Но, восхищаясь новым, не будем забывать и старое. Старых друзей... Старые любимые книги... Давние семейные традиции, переходящие из поколения в поколение... Именно они делают дом настоящим Домом, а семью – подлинной Семьёй, а не «ячейкой общества».
Нашему «Социуму» от роду всего только год. Он ещё просто не успел обрасти традициями. Но одну мы решили создать – специально для того, чтобы в нашей «Гостиной при свечах» вы чувствовали себя как дома. Вот наша традиция (надеемся, что она станет незыблемой!): в новом году первыми в нашу гостиную приглашаются рыцари Ордена Куртуазных Маньеристов!
Те из вас, кто читает наш журнал с самого первого номера, разумеется, помнят и самих рыцарей, и их лукавые, изящные стихи, и оригинальный манифест, где за торжественной серьёзностью скрыта ирония, а за нею, если вчитаться, – ещё большая серьёзность...
Тех же, кто ничего не слышал и не знает об Ордене (что почти невероятно, ибо о куртуазном маньеризме сейчас пишут, говорят и спорят!), мы смело отсылаем к стихам наших рыцарей – они всё скажут сами за себя!
Вадим Степанцов, Великий магистр Ордена
Сонет об увядших цветах
Есть какая-то прелесть в увядших цветах,
будь то розы, нарциссы, пионы, тюльпаны,
так и дамы в ещё непреклонных летах
мне порою бывают милы и желанны.
...Осень, красные лапки озябнувших птах,
запах яблок, дождя. Это время нирваны.
День за днём, чувство меры теряя, румяны
растирает Природа на жёлтых листах...
Есть какая-то прелесть в увядших цветах,
даже в тех, что в цветенье имели изъяны.
Пусть младых персиянок крадут атаманы,
пусть Петрарки с нимфетками крутят романы –
я же к Федру хочу уноситься в мечтах,
куртизируя дам в непреклонных летах.
Андрей ДОБРЫНИН, Великий приор Ордена
Бесшумною птицей с крылами из пепла и пыли
Я плавно летаю в пространствах моих сновидений,
Где в свете луны регулярные парки застыли,
Где в цирках фонтанов дрожит толчея отражений.
Фасады дворца облетаю я пепельной тенью,
Где в стройных шеренгах пилястры стоят и колонны.

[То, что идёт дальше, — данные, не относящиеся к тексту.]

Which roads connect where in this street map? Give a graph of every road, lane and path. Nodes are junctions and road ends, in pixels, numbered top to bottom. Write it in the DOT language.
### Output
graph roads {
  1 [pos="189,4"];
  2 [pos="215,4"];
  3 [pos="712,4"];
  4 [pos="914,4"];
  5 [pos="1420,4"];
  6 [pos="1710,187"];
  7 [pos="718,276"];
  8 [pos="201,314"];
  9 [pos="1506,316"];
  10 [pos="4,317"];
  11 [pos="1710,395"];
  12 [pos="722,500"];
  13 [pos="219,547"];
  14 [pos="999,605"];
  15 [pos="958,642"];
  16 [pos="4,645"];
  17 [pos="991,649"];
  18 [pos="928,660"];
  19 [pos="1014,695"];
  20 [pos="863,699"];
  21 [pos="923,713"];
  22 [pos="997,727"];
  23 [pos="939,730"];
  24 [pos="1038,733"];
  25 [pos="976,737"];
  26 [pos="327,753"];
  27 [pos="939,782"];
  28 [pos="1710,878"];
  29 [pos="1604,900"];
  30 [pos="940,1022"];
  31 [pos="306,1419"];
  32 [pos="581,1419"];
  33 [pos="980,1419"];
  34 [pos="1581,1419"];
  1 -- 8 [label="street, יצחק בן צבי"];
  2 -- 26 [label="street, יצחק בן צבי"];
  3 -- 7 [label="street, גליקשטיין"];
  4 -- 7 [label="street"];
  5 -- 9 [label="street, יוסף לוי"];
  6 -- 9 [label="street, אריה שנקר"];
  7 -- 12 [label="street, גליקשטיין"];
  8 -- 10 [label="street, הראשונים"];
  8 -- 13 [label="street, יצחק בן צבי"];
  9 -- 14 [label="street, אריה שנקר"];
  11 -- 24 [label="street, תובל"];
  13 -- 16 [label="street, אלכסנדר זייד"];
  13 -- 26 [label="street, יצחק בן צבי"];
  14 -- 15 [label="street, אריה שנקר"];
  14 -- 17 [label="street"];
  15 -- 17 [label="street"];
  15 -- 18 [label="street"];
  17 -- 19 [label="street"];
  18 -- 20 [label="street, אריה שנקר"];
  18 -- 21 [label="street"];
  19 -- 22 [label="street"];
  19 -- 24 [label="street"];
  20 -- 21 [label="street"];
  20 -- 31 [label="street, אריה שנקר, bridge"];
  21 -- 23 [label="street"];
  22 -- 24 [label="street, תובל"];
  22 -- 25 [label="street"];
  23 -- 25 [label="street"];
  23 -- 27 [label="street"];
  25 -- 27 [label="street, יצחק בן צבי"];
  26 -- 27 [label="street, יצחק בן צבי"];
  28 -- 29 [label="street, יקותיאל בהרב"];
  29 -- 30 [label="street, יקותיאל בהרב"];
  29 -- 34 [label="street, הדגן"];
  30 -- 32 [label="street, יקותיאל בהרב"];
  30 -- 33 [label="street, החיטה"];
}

За бельмами окон скрывается тишь запустенья,
Лишь время, как струйка песка, там шуршит неуклонно.
Фронтон подпирая, согнулись четыре атланта,
На кровле грифоны уселись взамен водостоков.
Сажусь на карниз я, где вырезан стебель аканта, –
И сыч встрепенётся, когтями по камню зацокав.

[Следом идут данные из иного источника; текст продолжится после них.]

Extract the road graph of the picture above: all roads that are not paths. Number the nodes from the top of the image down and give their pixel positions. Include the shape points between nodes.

Отсюда я вижу пустынных террас пониженье,
Порталы аллей, где во мраке живёт Неизвестность.
Беззвучно и скорбно свершая по небу скольженье,
Светящейся мазью луна умащает окрестность.
Мой друг, вы ни в чём не повинны, уймите же слёзы,
Напомните, кем вы мне были: подруга? невеста?
Не стоит меня пробуждать – наяву лишь ясней мои грёзы,
Но в них никому из людей не находится места.
И снова замечу я вдоль балюстрады плывущих
Таинственных дам в отливающих жемчугом платьях;
И сладко мне думать, что их не увидит никто из живущих,
Что жадная персть не сумеет их стиснуть в объятьях.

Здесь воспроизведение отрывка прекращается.